There is a widespread belief that this is behind the current decline in racing wagering turnover, which has dropped as much as 18 per cent over the past two years.

“We're encouraged by those conversations, and that is encouraging in terms of the prospects of racing returning to strong growth at a market level,” Swanell said.

PointsBet confirmed it had paid over $111 million in taxes and product fees last financial year, $42.5 million of that in product fees for sports and racing.

Swanell is a personal advocate of racing, but his company is transitioning to becoming “sports first” - at least when it comes to turnover - faster than any other major corporate bookmaker in the country.

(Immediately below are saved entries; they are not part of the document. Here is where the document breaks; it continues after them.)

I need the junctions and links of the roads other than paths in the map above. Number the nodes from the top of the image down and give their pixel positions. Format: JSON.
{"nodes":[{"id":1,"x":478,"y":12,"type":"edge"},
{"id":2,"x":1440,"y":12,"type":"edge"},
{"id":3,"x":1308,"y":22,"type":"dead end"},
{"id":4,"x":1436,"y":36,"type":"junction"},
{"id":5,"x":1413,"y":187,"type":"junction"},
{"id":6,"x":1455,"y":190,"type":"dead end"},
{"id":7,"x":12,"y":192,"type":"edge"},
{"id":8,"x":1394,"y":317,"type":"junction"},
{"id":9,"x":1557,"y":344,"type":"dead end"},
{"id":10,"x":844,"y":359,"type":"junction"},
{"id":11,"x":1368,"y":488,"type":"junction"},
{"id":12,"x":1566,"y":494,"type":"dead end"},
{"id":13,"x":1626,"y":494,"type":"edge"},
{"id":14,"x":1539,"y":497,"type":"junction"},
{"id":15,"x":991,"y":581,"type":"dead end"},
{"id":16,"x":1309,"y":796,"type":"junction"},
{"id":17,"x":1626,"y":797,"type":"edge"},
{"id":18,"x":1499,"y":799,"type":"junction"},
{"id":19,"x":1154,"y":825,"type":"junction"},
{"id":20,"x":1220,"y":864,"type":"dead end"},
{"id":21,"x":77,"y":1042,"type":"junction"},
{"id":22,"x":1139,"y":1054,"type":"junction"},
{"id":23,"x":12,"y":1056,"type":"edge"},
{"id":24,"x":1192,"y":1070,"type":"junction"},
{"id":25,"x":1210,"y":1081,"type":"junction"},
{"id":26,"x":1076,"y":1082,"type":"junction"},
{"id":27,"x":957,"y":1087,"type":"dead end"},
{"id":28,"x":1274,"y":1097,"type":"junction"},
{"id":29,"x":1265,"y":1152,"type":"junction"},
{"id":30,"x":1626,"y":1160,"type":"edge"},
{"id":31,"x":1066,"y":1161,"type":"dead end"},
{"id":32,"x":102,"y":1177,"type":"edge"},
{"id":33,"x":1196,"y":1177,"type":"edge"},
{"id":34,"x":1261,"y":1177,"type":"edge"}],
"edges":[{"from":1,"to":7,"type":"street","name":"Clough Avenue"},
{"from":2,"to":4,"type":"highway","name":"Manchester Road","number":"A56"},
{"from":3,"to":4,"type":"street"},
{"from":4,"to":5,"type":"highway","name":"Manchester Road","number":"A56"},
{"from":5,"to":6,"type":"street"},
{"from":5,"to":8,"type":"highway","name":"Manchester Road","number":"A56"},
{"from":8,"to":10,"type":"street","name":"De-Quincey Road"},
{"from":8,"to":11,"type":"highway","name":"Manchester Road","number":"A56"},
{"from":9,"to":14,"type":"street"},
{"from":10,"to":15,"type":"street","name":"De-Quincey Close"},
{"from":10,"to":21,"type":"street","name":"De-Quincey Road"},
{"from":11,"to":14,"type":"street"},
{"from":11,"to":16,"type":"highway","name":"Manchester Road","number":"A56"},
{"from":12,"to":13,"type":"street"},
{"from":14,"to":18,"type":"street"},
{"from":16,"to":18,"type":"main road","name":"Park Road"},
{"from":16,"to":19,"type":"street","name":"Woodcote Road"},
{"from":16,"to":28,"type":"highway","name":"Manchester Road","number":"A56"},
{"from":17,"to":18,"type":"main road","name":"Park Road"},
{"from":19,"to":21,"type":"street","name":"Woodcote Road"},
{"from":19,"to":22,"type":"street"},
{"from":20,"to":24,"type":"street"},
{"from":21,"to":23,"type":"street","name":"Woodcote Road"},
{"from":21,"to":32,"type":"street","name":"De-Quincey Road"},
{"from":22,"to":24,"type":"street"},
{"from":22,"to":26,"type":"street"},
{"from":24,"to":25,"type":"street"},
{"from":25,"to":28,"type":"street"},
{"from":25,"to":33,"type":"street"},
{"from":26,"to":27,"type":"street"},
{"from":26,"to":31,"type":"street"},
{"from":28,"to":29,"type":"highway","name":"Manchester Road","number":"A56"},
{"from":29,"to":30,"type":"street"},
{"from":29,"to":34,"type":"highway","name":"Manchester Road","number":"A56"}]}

“We continuously get asked about our split between racing and sport, and, because of our capability from a technology perspective where we've positioned our brand, we do lean into sport more, but racing remains vitally important in Australia,” Swanell said.

“So we did make a comment that our turnover, now turnover's different from revenue and it's different from gross profit, but our turnover is heading more to 50-50.”

In releasing its final numbers for 2023/24, PointsBet reported a 17 per cent jump in revenue and 23 per cent increase of gross profit year on year, having come through the sale of its US interests.

Its normalised EBITDA was a loss of $1.8 million, which was significantly better than expected. The company, which also has burgeoning interests in Canada, is predicting a positive EBITDA of $11 million-$16 million next financial year.